Discrete Probability Distributions

  • For a binomial distribution to be appropriate:

    • the number of trials are fixed and random samples

    • on each trial, the outcomes can be either success or failure

    • outcome of each trial is independent of the outcome of any other trial

    • the probability of success is the same on each trial

  • If given probability and asked to find n, just use the normal idea of probability to the power of n even if says use binomial distribution

  • Expectation for binomial distribution = np

  • variance for binomial = npq, q =1-p

  • For a Poisson distribution, the expectation(mean) and variance are the same, so if both binomial and poisson can be used to calculate probability this means mean = variance

  • P(X=r) = e-mean 2.5r / r!, very important if given probability and asked to find mean

  • Conditions for Poisson:

    • The variable is the frequency of events that occur in a fixed interval of time

    • events occur randomly(do not occur at regular or oredictable intervals)

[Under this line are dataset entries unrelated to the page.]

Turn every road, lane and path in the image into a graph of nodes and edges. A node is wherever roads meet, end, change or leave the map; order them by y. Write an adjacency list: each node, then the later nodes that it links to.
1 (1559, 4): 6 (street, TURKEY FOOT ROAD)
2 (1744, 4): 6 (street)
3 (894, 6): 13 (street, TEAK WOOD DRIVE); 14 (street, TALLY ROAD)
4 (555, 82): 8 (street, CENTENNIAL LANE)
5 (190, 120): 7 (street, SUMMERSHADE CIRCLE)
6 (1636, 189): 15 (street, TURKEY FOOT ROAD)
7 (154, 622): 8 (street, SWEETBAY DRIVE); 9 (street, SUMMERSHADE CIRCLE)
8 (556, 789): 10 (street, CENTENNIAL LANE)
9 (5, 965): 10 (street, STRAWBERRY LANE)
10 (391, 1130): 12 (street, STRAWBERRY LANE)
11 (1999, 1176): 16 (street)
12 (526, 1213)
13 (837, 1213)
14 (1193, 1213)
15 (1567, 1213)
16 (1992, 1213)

    • Events occur independently/singly of one another - whether or not one even occurs does not affect the probability of whether another event occurs

    • events have to occur at a constant average rate

  • For the poisson graph, the distribution is positively skewed if the value of lamda i.e. mean, is very small; but as mean increases the distribution becomes progressively more symmetrical

  • When modelling data with Poisson distribution, the closeness of the mean and variance is one indication that the model fits the data well

  • Summing Poisson distributions by assuming both distributions are independent random variables with two separate means, then the sum Poisson distribution has the mean of the total mean

  • Linking binomial and poisson

    • the mean for poisson can be found using mean = np in binomial distribution, the results obtained from both are usually very similar

    • the smaller the value of p and the larger the value of n, the better the two distributions agree

  • Uniform distribution

    • in general, the distribution is defined as P(X=r) = 1/n, for r = 1,2,…,n, P(X=r)=0 otherwise

    • But lowest value may be k rather than 1, then the distribution over the values {k, k+1,…n+k-1}

    • expectation = (n+1)/2

    • variance = 1/12 *(n²-1)

    • question 6 in the paper - make always need to find the number of numbers and remember that probability is uniform

  • Geometric distribution

    • all about the probability of success and failure

    • for geometric, however many unsuccessful attempts makes no difference to how many more attempts she will need

    • conditions:

      • you are finding the number of trials it takes for the first success to occur

      • on each trail, the outcomes can be classified as either success or failure

      • the outcome of each trail is independent of the outcome of any other trail

      • the probability of success is the same on each trail

    • X~Geo(p) over the values {1,2,3…}

    • Expectation(mean) = 1/p, variance = (1-p)/P²